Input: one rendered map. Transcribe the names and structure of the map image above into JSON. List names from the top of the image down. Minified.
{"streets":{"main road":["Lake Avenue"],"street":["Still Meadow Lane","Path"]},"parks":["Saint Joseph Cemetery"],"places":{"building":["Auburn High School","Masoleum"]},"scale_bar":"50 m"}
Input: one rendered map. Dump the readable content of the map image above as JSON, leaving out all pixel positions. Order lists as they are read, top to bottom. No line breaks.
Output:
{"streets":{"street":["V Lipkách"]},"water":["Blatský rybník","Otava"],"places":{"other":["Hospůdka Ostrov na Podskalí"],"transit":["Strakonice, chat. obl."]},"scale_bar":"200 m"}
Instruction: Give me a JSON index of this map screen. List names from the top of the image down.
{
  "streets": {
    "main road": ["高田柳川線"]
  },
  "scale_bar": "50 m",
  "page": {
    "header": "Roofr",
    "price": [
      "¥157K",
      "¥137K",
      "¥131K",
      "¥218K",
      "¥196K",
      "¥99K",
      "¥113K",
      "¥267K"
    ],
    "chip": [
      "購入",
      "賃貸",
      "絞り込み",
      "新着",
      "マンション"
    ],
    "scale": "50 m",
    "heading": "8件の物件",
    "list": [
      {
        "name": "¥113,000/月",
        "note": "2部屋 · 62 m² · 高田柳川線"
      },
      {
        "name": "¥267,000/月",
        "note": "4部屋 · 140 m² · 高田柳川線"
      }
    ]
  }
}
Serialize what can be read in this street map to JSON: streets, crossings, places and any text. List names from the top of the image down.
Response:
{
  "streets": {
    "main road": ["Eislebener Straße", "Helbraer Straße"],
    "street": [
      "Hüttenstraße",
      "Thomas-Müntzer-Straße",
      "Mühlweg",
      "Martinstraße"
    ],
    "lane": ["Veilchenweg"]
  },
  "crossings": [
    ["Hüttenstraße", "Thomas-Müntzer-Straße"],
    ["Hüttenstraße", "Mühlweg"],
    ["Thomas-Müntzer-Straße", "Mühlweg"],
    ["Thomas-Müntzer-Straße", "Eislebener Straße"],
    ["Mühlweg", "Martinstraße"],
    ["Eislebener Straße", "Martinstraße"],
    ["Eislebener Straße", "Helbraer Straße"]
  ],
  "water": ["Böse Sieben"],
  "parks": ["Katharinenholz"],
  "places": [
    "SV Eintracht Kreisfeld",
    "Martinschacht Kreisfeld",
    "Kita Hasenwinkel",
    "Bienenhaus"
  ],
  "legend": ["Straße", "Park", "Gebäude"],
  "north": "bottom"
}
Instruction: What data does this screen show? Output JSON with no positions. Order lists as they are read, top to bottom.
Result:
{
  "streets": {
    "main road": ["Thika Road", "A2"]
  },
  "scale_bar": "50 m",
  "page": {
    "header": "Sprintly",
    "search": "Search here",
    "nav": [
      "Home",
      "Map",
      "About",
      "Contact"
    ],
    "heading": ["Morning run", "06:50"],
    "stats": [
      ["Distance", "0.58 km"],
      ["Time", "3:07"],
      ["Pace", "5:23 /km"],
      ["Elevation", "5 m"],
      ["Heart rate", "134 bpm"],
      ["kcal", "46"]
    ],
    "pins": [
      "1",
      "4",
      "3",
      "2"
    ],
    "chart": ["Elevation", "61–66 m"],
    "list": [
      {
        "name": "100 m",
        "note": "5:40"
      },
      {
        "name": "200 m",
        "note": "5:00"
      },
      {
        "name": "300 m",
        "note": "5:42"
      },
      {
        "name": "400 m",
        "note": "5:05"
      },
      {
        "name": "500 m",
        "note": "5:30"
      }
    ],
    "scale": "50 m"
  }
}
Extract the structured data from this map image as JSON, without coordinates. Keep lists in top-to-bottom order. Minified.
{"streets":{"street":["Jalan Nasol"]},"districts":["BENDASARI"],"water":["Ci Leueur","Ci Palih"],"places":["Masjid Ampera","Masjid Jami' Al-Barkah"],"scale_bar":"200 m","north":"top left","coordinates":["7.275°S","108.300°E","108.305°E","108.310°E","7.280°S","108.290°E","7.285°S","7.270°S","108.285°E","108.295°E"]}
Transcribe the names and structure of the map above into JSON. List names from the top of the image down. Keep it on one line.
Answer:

----------

Problem details: Set the whole listing down, word for word.

Result below:
Input: one rendered map. Transcribe the names and structure of the map image above into JSON. List names from the top of the image down. Minified.
{"streets":{"main road":["Lake Avenue"],"street":["Still Meadow Lane","Path"]},"parks":["Saint Joseph Cemetery"],"places":{"building":["Auburn High School","Masoleum"]},"scale_bar":"50 m"}
Input: one rendered map. Dump the readable content of the map image above as JSON, leaving out all pixel positions. Order lists as they are read, top to bottom. No line breaks.
Output:
{"streets":{"street":["V Lipkách"]},"water":["Blatský rybník","Otava"],"places":{"other":["Hospůdka Ostrov na Podskalí"],"transit":["Strakonice, chat. obl."]},"scale_bar":"200 m"}
Instruction: Give me a JSON index of this map screen. List names from the top of the image down.
{
  "streets": {
    "main road": ["高田柳川線"]
  },
  "scale_bar": "50 m",
  "page": {
    "header": "Roofr",
    "price": [
      "¥157K",
      "¥137K",
      "¥131K",
      "¥218K",
      "¥196K",
      "¥99K",
      "¥113K",
      "¥267K"
    ],
    "chip": [
      "購入",
      "賃貸",
      "絞り込み",
      "新着",
      "マンション"
    ],
    "scale": "50 m",
    "heading": "8件の物件",
    "list": [
      {
        "name": "¥113,000/月",
        "note": "2部屋 · 62 m² · 高田柳川線"
      },
      {
        "name": "¥267,000/月",
        "note": "4部屋 · 140 m² · 高田柳川線"
      }
    ]
  }
}
Serialize what can be read in this street map to JSON: streets, crossings, places and any text. List names from the top of the image down.
Response:
{
  "streets": {
    "main road": ["Eislebener Straße", "Helbraer Straße"],
    "street": [
      "Hüttenstraße",
      "Thomas-Müntzer-Straße",
      "Mühlweg",
      "Martinstraße"
    ],
    "lane": ["Veilchenweg"]
  },
  "crossings": [
    ["Hüttenstraße", "Thomas-Müntzer-Straße"],
    ["Hüttenstraße", "Mühlweg"],
    ["Thomas-Müntzer-Straße", "Mühlweg"],
    ["Thomas-Müntzer-Straße", "Eislebener Straße"],
    ["Mühlweg", "Martinstraße"],
    ["Eislebener Straße", "Martinstraße"],
    ["Eislebener Straße", "Helbraer Straße"]
  ],
  "water": ["Böse Sieben"],
  "parks": ["Katharinenholz"],
  "places": [
    "SV Eintracht Kreisfeld",
    "Martinschacht Kreisfeld",
    "Kita Hasenwinkel",
    "Bienenhaus"
  ],
  "legend": ["Straße", "Park", "Gebäude"],
  "north": "bottom"
}
Instruction: What data does this screen show? Output JSON with no positions. Order lists as they are read, top to bottom.
Result:
{
  "streets": {
    "main road": ["Thika Road", "A2"]
  },
  "scale_bar": "50 m",
  "page": {
    "header": "Sprintly",
    "search": "Search here",
    "nav": [
      "Home",
      "Map",
      "About",
      "Contact"
    ],
    "heading": ["Morning run", "06:50"],
    "stats": [
      ["Distance", "0.58 km"],
      ["Time", "3:07"],
      ["Pace", "5:23 /km"],
      ["Elevation", "5 m"],
      ["Heart rate", "134 bpm"],
      ["kcal", "46"]
    ],
    "pins": [
      "1",
      "4",
      "3",
      "2"
    ],
    "chart": ["Elevation", "61–66 m"],
    "list": [
      {
        "name": "100 m",
        "note": "5:40"
      },
      {
        "name": "200 m",
        "note": "5:00"
      },
      {
        "name": "300 m",
        "note": "5:42"
      },
      {
        "name": "400 m",
        "note": "5:05"
      },
      {
        "name": "500 m",
        "note": "5:30"
      }
    ],
    "scale": "50 m"
  }
}
Extract the structured data from this map image as JSON, without coordinates. Keep lists in top-to-bottom order. Minified.
{"streets":{"street":["Jalan Nasol"]},"districts":["BENDASARI"],"water":["Ci Leueur","Ci Palih"],"places":["Masjid Ampera","Masjid Jami' Al-Barkah"],"scale_bar":"200 m","north":"top left","coordinates":["7.275°S","108.300°E","108.305°E","108.310°E","7.280°S","108.290°E","7.285°S","7.270°S","108.285°E","108.295°E"]}
Transcribe the names and structure of the map above into JSON. List names from the top of the image down. Keep it on one line.
Answer:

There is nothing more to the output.